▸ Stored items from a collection
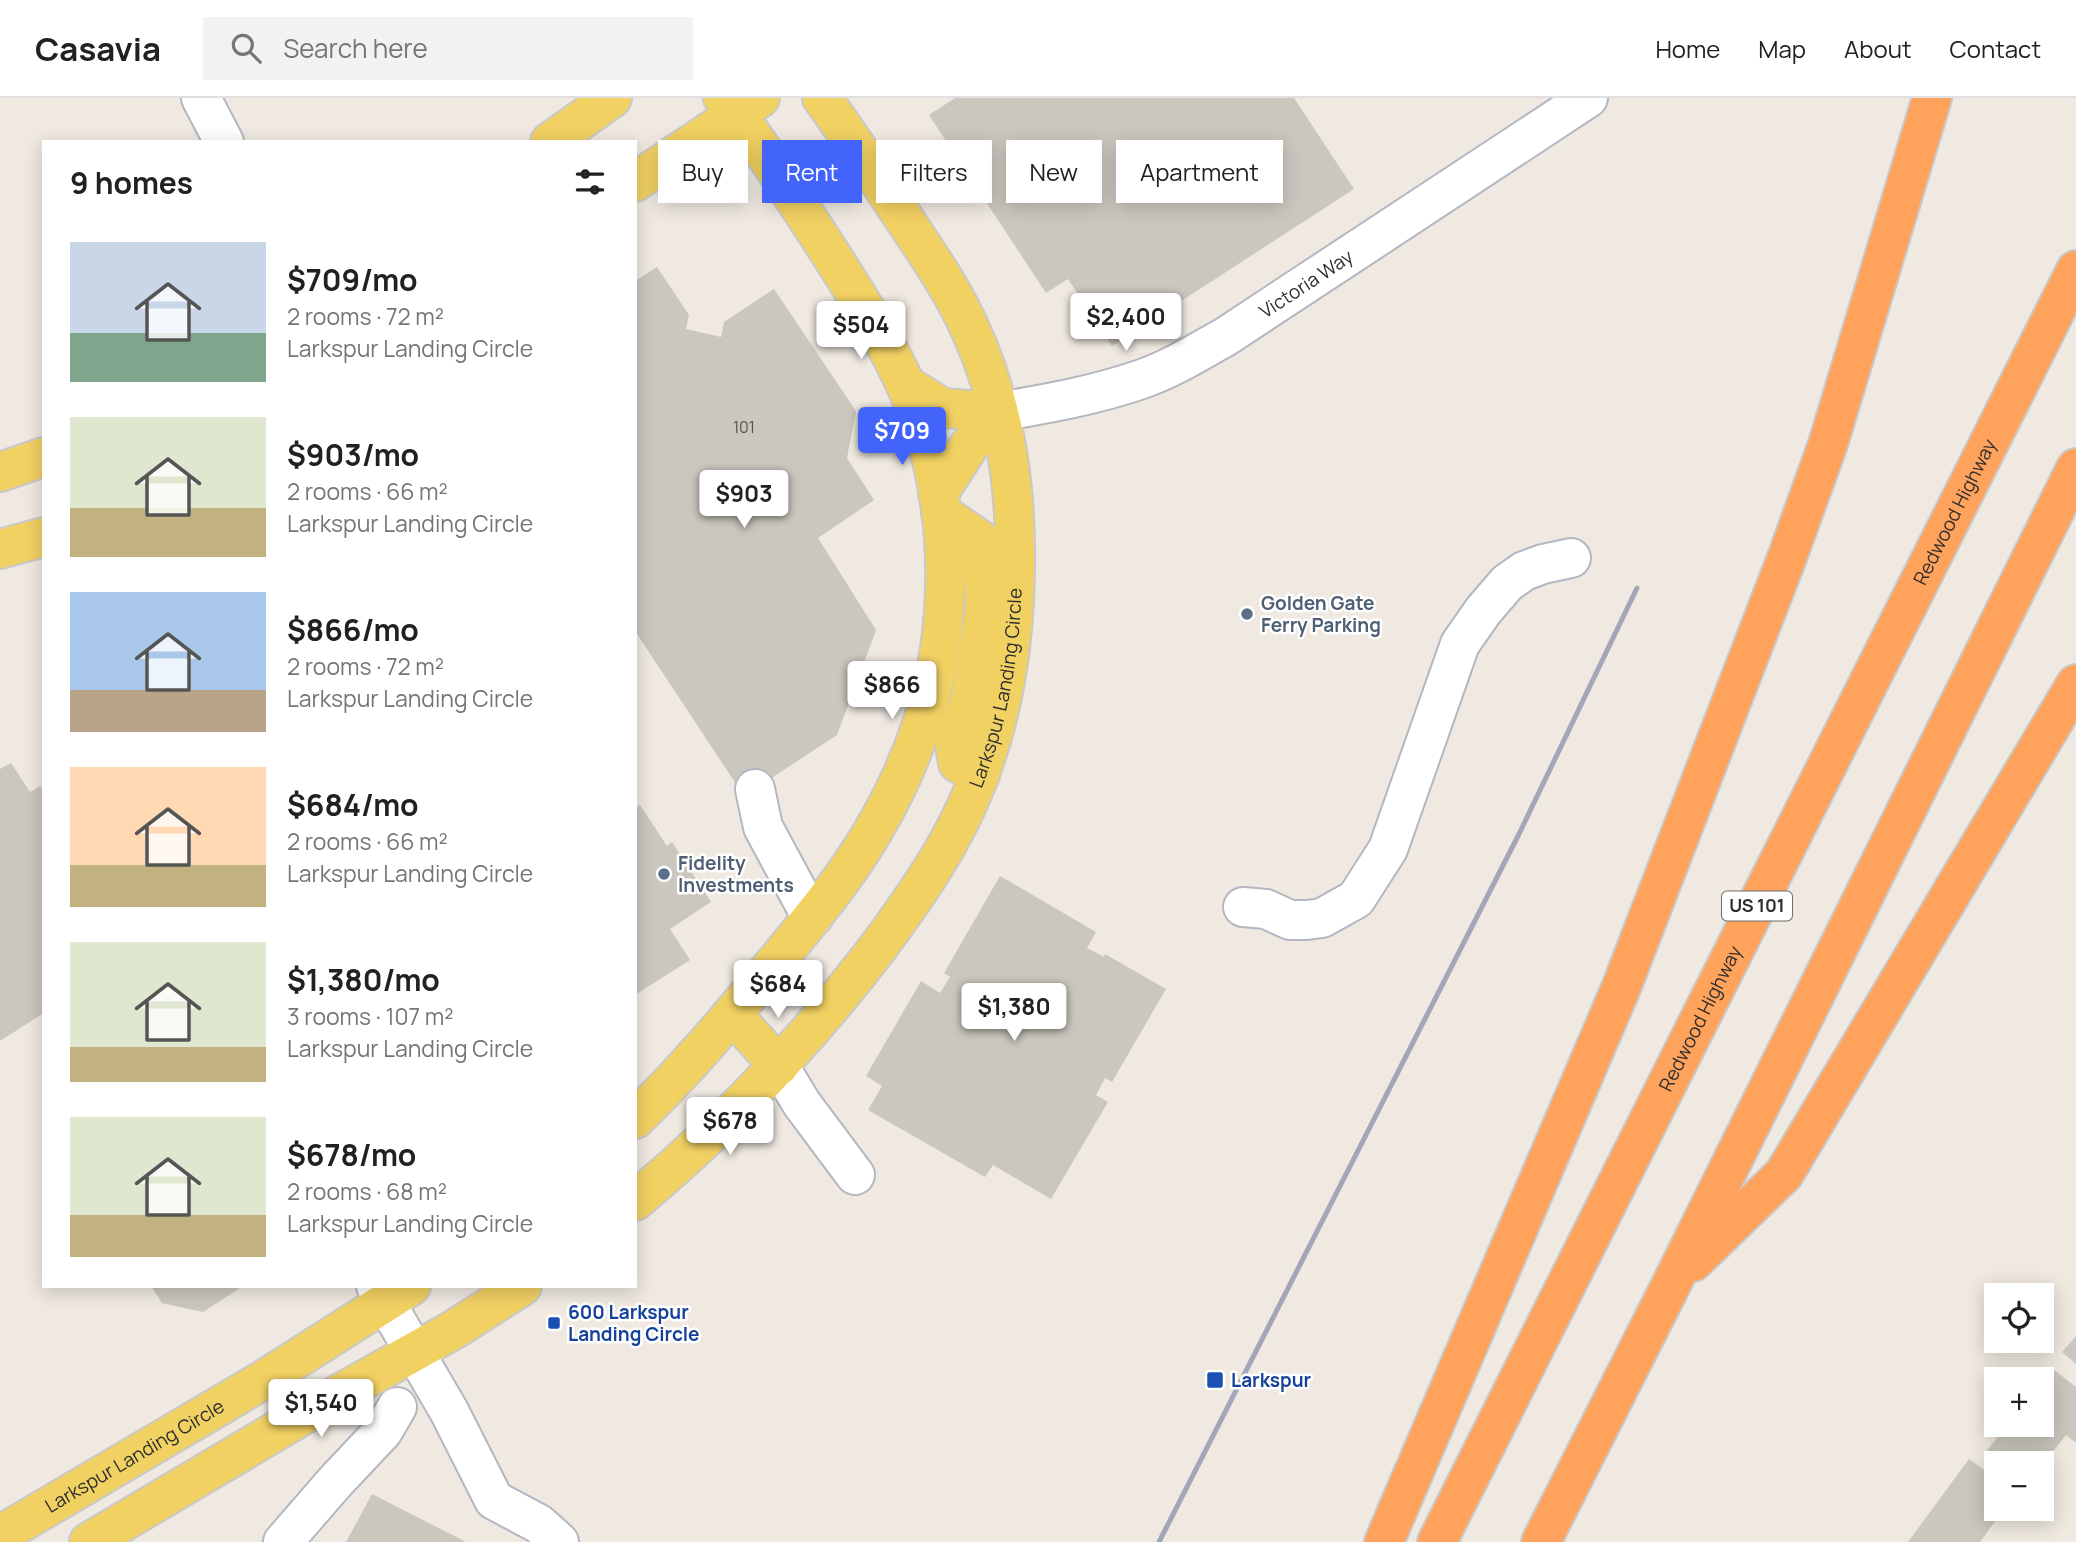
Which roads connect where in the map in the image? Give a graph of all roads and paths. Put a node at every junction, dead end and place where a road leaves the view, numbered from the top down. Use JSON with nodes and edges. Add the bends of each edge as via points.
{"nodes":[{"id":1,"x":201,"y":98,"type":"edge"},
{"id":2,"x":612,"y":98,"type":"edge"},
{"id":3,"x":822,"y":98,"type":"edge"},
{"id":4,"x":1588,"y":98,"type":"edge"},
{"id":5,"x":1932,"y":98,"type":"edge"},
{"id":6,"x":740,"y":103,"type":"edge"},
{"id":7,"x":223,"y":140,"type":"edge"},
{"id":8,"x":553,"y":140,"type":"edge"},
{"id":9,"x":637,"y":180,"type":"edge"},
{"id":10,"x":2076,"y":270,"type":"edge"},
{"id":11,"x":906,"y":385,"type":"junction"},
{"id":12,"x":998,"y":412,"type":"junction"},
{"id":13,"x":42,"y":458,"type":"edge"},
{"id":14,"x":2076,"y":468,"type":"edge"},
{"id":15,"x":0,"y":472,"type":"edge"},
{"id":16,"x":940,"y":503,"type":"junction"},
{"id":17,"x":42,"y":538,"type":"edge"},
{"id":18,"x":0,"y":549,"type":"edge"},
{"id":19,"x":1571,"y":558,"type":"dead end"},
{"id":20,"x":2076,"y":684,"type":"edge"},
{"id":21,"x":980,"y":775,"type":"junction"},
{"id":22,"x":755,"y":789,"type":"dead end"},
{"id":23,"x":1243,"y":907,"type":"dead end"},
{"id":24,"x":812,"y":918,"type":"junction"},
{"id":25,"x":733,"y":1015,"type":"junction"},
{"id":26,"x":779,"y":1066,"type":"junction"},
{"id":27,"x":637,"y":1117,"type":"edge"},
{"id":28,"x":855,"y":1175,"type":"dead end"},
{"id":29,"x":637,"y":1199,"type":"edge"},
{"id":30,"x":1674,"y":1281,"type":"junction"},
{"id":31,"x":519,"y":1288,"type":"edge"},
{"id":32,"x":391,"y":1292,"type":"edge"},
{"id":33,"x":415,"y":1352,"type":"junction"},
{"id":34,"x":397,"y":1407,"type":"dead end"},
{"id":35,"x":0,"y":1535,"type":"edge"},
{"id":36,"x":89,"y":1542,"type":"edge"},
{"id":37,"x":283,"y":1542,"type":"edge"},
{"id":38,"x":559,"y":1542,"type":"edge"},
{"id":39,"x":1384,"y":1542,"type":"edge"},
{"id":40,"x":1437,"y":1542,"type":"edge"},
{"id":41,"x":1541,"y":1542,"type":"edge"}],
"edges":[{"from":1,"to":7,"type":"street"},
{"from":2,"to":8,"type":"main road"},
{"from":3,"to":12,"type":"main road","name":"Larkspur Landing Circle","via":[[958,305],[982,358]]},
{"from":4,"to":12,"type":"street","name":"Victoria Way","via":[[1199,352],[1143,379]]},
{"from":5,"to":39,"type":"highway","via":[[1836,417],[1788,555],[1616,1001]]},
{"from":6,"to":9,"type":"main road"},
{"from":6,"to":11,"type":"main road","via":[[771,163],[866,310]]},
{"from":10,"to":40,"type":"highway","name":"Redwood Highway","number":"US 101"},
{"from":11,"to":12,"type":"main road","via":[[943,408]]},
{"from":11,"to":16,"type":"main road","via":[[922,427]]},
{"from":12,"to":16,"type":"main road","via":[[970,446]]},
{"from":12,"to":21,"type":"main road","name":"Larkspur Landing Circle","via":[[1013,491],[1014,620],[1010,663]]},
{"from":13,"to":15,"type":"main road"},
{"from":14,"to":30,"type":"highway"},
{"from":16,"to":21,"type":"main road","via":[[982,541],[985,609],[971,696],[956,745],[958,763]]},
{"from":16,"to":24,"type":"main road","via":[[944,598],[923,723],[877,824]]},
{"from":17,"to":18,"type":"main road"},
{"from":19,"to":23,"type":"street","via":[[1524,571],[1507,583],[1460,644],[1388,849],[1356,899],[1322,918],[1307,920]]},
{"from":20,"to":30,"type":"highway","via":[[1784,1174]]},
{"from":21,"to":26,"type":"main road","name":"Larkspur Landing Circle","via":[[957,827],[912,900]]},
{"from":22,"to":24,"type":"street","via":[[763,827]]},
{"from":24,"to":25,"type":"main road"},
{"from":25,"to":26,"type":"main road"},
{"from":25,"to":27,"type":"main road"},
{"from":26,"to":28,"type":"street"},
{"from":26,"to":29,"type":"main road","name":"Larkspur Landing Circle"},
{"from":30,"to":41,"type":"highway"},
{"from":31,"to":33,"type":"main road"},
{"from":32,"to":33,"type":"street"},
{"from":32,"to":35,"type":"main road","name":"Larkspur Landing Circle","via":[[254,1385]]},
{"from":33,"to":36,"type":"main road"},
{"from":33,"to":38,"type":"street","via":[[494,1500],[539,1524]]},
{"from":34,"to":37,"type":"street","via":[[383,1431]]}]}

▸ INSTRUCTIONS TO FOLLOW
Write out every line of the data that holds the word "highway".

▸ SOLUTION FOR THIS TASK
{"from":5,"to":39,"type":"highway","via":[[1836,417],[1788,555],[1616,1001]]},
{"from":10,"to":40,"type":"highway","name":"Redwood Highway","number":"US 101"},
{"from":14,"to":30,"type":"highway"},
{"from":20,"to":30,"type":"highway","via":[[1784,1174]]},
{"from":30,"to":41,"type":"highway"},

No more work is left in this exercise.